Many blockchain projects don't survive long after hitting the initial production state. For most, lack of proper software testing is one of the main reasons for their demise. It's estimated that over half a billion dollars worth of cryptocurrency has been lost due to bad code in the last year alone. You probably heard about The DAO's code loophole, which allowed attackers to drain out 3.6 million ETH (worth $70 million at the time) from the Ethereum-based smart contract. Another notorious case was the Parity bug which resulted in over $150 million permanently frozen. Even Bitcoin itself is not immune to hacks. Late last year, a bug discovered in the code allowed malicious individuals to artificially inflate Bitcoin's supply via double input. If the bug wasn't quickly identified and addressed, it could have had catastrophic effects on the network. This is just the tip of the iceberg - there are plenty of smaller incidents caused by inexperienced or inattentive developers that don't make the headlines.
What does this tell us? In development, things can go wrong fast and the outcome can be ugly. This is why software testing is so important for any project utilizing blockchain technology, such as blockchain platforms, blockchain applications or blockchain-based services.
In this article, we will discuss our experience and best practices with software testing while developing Lisk, a blockchain application platform. We will also show you how implementing automation testing improved our internal workflows and code reliability. Lastly, we will show you how you can get involved in testing our open source software.This is a long blog post, but we've broken it down into bite-sized pieces for you.
- Introduction to Blockchain and Lisk
- What is Software Testing?
- Testing blockchain applications adds new metrics to traditional software testing
- Why blockchain developers need to pay much more attention to details
- Automation testing can significantly cut down the release process
- Different types of automated tests
- Continuous Integration (CI) is best practice when it comes to automation testing
- Which CI platform to pick? Travis CI vs CircleCI vs Jenkins
- Software testing is not enough - introducing Quality Assurance
- How manual testing slowed down our software development process
- How we implemented Quality Assurance at Lightcurve
- The results of having a QA team in place
- Our blockchain network's QA testing process
- Get involved in our open source automation testing
- How to start contributing to our QA
- Which QA tools can we offer you?
Introduction to Blockchain and Lisk (feel free to skip this part if you're a Lisker)

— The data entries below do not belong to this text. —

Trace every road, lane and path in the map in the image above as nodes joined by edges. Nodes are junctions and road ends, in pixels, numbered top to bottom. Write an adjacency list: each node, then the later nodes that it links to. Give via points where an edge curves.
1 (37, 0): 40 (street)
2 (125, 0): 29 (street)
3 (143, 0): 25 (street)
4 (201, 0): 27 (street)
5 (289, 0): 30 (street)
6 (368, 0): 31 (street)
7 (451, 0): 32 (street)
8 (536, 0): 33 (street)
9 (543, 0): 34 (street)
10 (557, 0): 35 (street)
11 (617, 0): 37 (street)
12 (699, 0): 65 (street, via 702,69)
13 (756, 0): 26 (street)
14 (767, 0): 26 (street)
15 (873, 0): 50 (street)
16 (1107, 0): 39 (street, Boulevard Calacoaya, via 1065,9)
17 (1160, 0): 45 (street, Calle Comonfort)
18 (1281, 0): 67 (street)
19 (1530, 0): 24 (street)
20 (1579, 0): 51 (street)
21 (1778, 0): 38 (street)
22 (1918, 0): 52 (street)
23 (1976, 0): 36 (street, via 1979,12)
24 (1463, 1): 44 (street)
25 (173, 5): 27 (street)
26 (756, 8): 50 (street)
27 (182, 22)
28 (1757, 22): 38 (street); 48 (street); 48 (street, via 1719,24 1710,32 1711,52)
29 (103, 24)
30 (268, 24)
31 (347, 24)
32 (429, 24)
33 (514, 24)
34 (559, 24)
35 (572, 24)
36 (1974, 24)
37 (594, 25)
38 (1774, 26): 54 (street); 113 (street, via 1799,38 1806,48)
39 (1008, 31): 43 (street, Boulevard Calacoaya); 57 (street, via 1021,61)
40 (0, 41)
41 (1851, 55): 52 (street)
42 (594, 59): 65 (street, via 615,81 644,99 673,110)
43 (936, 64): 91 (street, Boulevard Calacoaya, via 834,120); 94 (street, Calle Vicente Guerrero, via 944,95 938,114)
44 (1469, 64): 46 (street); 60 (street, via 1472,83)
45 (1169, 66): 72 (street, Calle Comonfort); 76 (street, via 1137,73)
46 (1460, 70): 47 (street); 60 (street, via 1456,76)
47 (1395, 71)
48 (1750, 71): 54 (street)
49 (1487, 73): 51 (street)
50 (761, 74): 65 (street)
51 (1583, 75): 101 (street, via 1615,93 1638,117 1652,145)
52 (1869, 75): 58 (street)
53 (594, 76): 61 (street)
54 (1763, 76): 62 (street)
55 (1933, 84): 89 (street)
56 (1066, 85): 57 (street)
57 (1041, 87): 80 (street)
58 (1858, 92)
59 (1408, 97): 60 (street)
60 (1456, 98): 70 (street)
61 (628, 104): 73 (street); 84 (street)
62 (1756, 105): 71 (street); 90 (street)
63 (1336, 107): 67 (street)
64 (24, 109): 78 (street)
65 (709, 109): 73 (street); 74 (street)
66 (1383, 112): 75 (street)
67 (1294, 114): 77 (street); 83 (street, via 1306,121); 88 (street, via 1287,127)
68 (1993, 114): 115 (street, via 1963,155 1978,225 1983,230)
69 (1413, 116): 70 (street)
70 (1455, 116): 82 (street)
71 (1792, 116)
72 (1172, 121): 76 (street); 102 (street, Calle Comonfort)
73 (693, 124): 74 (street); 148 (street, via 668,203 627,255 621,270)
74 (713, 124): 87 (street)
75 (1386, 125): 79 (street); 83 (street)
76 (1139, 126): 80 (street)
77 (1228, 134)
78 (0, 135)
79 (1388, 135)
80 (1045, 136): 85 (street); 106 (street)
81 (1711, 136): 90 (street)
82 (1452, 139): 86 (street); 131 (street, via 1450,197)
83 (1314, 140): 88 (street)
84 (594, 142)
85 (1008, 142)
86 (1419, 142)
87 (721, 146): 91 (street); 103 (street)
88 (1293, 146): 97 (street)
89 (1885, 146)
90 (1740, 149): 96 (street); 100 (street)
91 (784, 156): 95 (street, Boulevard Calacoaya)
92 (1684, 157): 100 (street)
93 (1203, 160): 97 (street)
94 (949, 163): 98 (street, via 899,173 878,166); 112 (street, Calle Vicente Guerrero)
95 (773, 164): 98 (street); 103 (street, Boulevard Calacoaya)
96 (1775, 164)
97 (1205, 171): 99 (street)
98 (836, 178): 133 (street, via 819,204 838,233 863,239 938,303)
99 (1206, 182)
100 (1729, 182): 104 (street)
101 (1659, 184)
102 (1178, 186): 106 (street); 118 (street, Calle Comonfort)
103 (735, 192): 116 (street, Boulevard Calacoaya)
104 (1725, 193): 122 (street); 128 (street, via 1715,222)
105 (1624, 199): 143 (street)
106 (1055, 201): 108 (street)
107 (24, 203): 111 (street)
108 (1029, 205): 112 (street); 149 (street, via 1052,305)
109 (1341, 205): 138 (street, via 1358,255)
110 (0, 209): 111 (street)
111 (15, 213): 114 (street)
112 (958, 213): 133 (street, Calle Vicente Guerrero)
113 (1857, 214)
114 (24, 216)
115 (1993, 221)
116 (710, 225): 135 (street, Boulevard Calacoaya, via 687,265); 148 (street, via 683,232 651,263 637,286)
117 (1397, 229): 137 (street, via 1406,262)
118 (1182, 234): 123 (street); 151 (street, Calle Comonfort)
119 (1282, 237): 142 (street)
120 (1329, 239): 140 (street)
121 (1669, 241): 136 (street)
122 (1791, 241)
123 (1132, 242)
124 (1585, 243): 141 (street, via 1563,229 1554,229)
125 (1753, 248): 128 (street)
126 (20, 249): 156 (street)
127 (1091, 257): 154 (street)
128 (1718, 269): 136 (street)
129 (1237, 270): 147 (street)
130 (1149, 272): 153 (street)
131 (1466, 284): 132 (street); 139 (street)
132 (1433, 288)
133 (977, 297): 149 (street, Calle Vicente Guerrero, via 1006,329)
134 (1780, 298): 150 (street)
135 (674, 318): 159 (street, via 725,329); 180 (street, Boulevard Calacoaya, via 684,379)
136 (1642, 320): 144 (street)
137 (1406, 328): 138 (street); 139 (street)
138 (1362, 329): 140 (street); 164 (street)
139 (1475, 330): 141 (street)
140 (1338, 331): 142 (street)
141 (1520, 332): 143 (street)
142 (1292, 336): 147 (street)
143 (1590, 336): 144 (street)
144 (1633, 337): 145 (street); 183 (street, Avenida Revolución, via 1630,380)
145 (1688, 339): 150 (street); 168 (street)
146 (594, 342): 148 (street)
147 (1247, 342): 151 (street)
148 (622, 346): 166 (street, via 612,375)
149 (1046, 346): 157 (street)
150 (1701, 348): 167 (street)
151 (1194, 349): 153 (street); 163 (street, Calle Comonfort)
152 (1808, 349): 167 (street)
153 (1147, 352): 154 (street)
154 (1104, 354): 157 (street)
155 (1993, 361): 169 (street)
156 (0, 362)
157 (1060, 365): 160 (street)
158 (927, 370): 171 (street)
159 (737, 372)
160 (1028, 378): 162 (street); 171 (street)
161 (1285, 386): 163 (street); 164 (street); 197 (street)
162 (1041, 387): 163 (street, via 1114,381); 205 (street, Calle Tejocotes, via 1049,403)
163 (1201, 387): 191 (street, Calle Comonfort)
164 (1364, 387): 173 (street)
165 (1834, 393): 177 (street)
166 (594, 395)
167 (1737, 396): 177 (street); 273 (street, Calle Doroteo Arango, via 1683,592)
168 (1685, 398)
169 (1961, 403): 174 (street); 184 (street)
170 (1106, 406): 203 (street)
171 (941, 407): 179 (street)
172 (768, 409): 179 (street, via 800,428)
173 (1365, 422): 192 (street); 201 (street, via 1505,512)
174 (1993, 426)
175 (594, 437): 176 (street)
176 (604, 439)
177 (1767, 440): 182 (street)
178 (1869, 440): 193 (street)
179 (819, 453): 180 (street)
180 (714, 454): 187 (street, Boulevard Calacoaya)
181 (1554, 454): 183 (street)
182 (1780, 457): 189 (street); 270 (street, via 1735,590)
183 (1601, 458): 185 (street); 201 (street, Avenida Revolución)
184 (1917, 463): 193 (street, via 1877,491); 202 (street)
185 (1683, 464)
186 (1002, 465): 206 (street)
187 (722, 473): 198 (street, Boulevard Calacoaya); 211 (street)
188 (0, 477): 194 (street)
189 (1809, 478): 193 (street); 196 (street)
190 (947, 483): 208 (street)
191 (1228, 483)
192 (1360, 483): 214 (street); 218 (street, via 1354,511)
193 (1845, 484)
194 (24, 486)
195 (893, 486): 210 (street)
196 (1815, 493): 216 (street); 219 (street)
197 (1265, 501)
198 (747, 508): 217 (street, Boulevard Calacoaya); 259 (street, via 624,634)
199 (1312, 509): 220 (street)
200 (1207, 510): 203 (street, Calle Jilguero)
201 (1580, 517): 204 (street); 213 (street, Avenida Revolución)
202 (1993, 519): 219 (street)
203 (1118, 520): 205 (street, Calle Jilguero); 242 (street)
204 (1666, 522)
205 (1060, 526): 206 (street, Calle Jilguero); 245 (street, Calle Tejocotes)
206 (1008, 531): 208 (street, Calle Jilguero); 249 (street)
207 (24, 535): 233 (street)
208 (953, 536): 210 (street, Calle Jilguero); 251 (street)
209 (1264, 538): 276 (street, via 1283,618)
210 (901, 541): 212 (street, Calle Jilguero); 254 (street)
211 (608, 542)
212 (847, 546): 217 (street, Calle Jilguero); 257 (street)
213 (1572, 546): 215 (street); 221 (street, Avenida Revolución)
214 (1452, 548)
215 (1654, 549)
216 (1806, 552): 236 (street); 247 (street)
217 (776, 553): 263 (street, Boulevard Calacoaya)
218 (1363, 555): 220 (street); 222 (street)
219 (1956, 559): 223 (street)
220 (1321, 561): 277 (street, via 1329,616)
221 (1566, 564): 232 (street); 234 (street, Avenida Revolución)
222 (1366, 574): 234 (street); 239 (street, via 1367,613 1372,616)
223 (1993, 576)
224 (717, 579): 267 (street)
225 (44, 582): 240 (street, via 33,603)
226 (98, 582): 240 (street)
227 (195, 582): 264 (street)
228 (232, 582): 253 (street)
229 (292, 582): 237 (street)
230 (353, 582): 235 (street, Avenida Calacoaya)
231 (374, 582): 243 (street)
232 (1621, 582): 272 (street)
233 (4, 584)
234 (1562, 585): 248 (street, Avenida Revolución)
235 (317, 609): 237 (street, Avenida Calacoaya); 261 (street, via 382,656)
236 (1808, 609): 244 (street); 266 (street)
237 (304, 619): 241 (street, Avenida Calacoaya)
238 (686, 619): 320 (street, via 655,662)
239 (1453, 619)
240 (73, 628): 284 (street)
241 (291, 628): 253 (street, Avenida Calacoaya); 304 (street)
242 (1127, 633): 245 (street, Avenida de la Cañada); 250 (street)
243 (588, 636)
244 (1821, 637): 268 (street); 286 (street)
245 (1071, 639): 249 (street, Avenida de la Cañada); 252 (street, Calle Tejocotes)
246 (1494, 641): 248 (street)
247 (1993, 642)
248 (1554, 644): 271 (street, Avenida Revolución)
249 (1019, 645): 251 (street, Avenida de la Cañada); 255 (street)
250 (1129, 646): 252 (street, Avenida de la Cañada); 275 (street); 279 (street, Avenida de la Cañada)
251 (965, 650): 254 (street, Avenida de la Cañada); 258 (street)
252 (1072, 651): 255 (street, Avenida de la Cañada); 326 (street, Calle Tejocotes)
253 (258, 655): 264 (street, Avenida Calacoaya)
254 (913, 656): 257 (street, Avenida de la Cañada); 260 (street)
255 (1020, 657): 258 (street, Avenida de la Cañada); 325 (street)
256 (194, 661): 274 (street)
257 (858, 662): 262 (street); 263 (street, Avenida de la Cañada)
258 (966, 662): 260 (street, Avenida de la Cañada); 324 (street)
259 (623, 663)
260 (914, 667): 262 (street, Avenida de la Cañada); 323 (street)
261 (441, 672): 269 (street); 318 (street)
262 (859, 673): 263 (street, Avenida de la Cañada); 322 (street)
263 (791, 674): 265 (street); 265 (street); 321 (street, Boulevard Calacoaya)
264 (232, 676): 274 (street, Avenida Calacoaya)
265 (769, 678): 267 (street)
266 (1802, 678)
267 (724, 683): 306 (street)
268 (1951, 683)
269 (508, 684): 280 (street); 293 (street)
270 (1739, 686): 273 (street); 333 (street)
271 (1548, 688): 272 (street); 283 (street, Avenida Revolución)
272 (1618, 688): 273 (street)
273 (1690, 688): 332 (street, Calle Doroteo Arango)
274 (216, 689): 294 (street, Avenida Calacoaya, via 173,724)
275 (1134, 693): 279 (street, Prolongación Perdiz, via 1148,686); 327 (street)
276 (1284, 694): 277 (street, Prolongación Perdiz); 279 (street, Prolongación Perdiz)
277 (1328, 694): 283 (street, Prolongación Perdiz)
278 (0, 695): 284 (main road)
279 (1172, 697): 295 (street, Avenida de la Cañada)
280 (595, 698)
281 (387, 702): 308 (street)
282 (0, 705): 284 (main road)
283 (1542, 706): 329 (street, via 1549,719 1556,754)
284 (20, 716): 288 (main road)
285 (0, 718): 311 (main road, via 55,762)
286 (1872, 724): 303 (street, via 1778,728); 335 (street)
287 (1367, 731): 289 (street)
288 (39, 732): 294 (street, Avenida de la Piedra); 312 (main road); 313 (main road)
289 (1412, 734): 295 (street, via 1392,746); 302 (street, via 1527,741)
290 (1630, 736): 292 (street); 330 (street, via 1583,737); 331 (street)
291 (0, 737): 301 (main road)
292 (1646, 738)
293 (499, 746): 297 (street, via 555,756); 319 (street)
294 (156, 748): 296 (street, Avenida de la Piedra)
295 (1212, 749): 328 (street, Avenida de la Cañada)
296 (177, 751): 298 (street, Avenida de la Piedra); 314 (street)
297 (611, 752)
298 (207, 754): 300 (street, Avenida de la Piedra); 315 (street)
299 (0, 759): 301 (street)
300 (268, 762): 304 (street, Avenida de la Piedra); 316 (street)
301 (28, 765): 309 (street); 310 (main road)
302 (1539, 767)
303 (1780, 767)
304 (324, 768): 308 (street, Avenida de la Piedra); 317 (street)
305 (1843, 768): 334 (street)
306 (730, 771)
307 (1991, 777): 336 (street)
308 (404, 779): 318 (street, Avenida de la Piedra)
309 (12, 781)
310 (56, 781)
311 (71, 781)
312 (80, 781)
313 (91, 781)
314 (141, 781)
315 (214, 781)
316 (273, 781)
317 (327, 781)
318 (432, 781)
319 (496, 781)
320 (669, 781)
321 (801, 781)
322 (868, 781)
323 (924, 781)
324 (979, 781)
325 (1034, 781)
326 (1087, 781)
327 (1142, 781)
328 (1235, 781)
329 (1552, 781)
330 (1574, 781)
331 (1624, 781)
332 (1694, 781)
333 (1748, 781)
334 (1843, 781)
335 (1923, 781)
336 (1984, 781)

You've probably heard about blockchain in the context of cryptocurrencies like Bitcoin, but what makes this new technology so special? The blockchain, which is a type of distributed ledger technology (DLT), is an open, distributed database that is able to record transactions among parties permanently and in an efficient, verifiable way. Those transactions are packed into blocks, cryptographically signed and form the actual chain. Data stored in blockchain can't be altered or tampered with, as all the records are immutable. Once data is saved into the ledger, it stays there forever. The blockchain is also a decentralized network, meaning there is no central authority with control over it.
Software testing is not enough - introducing Quality Assurance
While software testing is very important, it belongs to a wider scope of Quality Assurance. What does this term mean? Quality Assurance (QA) is much more than just testing. It encompasses the entire software development process. Quality Assurance includes processes such as requirements definition, software design, coding, source code control, code reviews, software configuration management, testing, release management, and product integration.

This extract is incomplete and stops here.